Monday, December 16, 2013

Banana Whoopie Goldberg Pies


www.marthastewart.com/339333/banana-whoopie-pies
350°F 10-12 min. YIELD: 3 dozen cookies                                  



2 cups all-purpose flour
½ teaspoon baking powder
½ teaspoon baking soda
½ teaspoon salt
½ cup mashed banana (from 1 large ripe banana)
½ cup sour cream
4 oz. (1 stick) unsalted butter, softened
½ cup granulated sugar
½ cup packed light-brown sugar
1 large egg
1 teaspoon pure vanilla extract
16 oz. cream cheese, softened
1 cup confectioner’s sugar + more for dusting

·    Preheat oven to 350 degrees.

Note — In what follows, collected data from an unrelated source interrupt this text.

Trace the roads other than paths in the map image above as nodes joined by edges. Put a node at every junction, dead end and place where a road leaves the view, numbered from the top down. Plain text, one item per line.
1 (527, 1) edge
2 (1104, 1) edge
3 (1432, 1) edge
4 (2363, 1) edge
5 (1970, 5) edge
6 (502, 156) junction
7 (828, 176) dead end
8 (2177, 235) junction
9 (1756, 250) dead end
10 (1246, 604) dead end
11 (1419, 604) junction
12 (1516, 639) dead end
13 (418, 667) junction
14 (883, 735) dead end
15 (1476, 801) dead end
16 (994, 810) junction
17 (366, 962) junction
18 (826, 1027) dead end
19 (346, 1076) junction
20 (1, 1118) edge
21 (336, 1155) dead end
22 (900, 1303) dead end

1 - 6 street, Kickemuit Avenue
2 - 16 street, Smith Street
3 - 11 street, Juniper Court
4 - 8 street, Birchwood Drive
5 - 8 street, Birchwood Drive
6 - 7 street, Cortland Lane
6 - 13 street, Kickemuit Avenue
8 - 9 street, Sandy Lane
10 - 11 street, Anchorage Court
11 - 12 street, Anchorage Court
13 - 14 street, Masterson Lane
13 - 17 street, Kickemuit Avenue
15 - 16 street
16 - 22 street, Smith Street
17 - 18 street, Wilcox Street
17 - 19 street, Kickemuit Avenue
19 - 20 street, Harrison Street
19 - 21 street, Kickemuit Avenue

Line 2 baking sheets with parchment. Sift flour, baking powder, baking soda, and salt into a bowl. Combine banana and sour cream in another bowl.
·    Beat butter and granulated and brown sugars with a mixer on medium-high speed, until pale and creamy, about 3 minutes. Add egg and 1/2 teaspoon vanilla, beating until incorporated. Add banana mixture in 2 additions, alternating with flour mixture.
·    Transfer batter to a pastry bag fitted with a 1/4-inch plain tip. Pipe batter into 1 1/4-inch rounds on baking sheets, spacing rounds 1 1/2 inches apart.
·    Bake until edges are golden, about 12 minutes. Slide parchment, with cookies, onto wire racks. by Ashley 2013 cool. (Unfilled cookies can be stored for up to 1 day.)
·    Beat cream cheese, confectioners' sugar, and remaining 1/2 teaspoon vanilla with a mixer on medium speed until smooth, about 2 minutes.
·    Pipe or spoon 1 tablespoon cream cheese mixture onto the flat sides of half the cookies. Sandwich with remaining cookies. Dust with confectioners' sugar, and serve immediately.